Maputo, 4 de novembro de 2012

Não se trata de uma crónica. Tão só um apontamento. Estou sempre a referir a alegria moçambicana e dos moçambicanos, estou sempre a dizer que são afáveis e isto é algo que se sente e intui mas não muito palpável. Pois hoje tenho um exemplo bem interessante desse espírito. Dois.

Eram oito e meia da manhã e eu atravessava a avenida 24 de julho com a Paula, de carro. Parei num semáforo e ao meu lado parou um carro ligeiro com dois homens lá dentro. O condutor, um pouco mais velho que o outro, estendeu-me o polegar em sinal de ok. Eu abri a janela e comecei o seguinte diálogo:
– Bom dia!
– Bom dia!

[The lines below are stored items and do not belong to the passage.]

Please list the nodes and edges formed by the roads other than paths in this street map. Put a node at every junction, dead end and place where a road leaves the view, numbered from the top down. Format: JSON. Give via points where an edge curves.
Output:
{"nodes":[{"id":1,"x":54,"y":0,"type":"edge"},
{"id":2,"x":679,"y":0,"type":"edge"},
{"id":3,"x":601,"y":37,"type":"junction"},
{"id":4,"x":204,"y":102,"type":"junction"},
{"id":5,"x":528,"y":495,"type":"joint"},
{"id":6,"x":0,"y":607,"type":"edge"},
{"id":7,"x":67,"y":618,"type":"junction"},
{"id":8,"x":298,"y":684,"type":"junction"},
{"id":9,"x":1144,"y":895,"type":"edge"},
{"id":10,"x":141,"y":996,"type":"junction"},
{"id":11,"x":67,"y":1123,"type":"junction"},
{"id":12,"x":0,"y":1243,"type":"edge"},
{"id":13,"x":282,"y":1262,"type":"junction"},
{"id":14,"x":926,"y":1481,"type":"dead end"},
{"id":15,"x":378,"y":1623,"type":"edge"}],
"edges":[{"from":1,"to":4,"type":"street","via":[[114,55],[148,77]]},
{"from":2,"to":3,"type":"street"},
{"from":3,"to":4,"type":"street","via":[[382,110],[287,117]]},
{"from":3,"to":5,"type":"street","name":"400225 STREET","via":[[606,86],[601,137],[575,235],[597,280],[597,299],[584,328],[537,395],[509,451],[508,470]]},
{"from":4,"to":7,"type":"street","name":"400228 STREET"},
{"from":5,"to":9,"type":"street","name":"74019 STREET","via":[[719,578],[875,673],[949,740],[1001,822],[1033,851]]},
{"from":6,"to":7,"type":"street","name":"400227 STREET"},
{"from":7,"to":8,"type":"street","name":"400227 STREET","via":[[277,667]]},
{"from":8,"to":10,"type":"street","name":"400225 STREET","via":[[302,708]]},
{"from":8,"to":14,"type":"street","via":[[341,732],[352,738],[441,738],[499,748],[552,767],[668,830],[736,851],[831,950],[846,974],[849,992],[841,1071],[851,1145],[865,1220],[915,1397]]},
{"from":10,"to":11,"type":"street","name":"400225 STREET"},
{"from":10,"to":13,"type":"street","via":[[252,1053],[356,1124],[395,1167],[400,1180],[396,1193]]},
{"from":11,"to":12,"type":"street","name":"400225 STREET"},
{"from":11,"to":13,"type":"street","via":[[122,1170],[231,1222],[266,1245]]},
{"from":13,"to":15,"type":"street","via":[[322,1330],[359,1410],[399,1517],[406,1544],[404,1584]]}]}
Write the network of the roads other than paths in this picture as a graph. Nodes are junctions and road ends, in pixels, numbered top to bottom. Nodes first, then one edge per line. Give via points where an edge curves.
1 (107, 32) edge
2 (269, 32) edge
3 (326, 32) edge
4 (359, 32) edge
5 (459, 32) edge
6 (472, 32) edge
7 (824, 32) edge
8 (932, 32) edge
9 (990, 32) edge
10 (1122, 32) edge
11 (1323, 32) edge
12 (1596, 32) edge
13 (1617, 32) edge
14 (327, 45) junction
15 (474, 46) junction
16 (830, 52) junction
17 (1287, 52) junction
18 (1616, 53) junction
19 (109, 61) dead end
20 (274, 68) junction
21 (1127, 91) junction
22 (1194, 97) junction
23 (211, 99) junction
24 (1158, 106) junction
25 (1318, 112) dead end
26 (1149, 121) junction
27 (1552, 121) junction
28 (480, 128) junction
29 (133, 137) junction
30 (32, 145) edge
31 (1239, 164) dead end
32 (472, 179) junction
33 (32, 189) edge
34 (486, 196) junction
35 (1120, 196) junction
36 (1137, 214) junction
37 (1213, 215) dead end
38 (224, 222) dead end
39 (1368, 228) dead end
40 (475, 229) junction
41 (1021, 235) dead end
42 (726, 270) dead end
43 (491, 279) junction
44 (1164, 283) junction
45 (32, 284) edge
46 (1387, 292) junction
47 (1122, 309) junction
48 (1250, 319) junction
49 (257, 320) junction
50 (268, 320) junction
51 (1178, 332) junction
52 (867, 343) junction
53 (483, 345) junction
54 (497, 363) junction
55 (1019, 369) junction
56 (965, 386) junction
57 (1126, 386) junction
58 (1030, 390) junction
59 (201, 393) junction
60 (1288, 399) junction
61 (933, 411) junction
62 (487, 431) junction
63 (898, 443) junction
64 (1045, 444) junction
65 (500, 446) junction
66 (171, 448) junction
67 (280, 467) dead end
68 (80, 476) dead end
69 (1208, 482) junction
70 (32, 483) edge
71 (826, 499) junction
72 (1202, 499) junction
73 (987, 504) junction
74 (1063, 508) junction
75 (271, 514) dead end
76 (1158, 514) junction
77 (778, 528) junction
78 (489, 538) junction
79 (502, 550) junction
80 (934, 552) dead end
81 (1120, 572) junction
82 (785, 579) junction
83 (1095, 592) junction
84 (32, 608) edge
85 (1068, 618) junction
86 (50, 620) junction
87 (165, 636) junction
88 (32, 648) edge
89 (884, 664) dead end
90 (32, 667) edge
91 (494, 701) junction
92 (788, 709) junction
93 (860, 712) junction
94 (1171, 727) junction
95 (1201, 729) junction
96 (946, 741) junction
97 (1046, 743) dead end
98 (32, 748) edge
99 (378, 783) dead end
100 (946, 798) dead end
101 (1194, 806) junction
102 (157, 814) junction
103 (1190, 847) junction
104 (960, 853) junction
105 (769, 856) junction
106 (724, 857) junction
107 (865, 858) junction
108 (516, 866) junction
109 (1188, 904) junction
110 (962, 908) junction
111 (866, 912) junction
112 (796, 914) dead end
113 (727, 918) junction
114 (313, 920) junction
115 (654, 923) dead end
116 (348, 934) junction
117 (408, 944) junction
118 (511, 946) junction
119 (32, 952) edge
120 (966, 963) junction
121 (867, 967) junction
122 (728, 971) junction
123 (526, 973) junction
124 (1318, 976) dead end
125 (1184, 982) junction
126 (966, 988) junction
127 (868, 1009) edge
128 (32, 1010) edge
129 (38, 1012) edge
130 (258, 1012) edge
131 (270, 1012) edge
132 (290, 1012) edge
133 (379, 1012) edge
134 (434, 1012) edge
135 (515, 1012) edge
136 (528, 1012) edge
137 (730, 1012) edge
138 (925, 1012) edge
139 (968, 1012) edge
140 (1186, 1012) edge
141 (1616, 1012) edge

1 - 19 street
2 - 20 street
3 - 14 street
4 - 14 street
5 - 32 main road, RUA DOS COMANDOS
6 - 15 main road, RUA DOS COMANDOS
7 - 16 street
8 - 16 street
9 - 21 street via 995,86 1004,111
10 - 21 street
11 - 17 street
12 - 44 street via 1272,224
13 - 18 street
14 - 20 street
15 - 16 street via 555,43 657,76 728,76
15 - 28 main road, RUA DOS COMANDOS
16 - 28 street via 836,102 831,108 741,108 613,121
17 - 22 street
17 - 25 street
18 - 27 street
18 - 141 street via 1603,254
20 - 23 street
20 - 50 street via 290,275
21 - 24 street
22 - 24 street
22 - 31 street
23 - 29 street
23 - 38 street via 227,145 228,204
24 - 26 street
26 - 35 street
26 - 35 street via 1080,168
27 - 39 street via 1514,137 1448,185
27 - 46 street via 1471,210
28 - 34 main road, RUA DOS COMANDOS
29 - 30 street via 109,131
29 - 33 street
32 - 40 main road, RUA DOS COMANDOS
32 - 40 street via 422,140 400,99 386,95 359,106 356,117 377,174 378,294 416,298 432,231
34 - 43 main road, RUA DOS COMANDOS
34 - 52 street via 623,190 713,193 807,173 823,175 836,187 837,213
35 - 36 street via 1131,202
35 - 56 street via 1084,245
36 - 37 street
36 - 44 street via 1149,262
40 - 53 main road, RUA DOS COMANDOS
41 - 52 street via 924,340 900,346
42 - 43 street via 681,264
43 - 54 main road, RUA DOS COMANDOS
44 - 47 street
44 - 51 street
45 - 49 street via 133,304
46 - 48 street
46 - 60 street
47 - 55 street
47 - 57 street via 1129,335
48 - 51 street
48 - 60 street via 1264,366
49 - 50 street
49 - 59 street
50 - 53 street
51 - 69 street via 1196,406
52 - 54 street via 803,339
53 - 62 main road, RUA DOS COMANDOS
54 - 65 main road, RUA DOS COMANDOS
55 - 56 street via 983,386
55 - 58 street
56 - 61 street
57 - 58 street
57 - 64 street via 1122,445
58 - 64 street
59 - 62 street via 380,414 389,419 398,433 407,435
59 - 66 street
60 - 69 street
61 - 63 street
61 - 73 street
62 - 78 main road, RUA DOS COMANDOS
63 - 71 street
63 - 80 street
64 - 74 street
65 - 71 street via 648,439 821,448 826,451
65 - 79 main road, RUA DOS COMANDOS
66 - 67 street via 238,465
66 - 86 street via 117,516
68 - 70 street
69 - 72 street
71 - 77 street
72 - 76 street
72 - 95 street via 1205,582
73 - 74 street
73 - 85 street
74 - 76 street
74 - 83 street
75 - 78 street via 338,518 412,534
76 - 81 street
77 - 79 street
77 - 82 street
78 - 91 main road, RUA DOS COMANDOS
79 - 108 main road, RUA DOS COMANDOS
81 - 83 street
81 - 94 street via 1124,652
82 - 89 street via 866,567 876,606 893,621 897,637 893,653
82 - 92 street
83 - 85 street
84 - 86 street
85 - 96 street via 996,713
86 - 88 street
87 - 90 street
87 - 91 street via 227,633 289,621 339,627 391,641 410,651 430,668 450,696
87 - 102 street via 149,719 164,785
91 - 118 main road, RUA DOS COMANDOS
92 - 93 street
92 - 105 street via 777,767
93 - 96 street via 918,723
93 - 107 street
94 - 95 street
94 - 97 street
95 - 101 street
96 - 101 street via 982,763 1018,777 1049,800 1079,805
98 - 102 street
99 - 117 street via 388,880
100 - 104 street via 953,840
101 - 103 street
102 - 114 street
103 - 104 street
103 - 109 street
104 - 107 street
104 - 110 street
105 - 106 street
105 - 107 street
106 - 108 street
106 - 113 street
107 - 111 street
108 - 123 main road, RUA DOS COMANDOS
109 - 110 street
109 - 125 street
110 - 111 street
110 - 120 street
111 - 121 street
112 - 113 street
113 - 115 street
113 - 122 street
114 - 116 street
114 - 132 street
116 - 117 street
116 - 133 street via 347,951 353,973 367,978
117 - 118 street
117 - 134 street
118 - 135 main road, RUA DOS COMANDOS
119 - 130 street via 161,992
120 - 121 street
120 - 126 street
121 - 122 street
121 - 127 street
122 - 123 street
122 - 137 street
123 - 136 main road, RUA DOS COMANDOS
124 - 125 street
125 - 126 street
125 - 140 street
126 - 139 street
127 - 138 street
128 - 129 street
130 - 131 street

Como estão vocês?
– Estamos bem, obrigado. E vocês?
– Tudo em cima, tudo bom e já agora permita-me desejar-lhes um bom fim de semana com muitas felicidades.
– Muito obrigado, igualmente.
– E já sabes, poucas bebedeiras… só um copo de vinho ao almoço…
E largou-se a rir enquanto me dizia adeus… E em vez da indiferença matinal, houve um estranho que foi muitíssimo simpático e afável porque… só porque sim…

Já antes de sair de casa, por volta das oito, tinha tido um contacto estranho com a felicidade moçambicana. Quando a empregada, que se chama A, chegou, eu estava de volta da máquina de lavar roupa a tentar colocá-la no sítio. Ela chegou, olhou e começou-se a rir.
– Estás a rir-te de quê?
– De nada.
– De nada? Ninguém se ri de nada. Toda a gente tem uma razão.
– Ora, estou feliiiz!

Eu a Paula olhámos um para o outro e começámos a rir também até que eu lhe disse, Se não estivesses feliz, devias ser a única moçambicana nesse estado. Ela riu-se ainda mais.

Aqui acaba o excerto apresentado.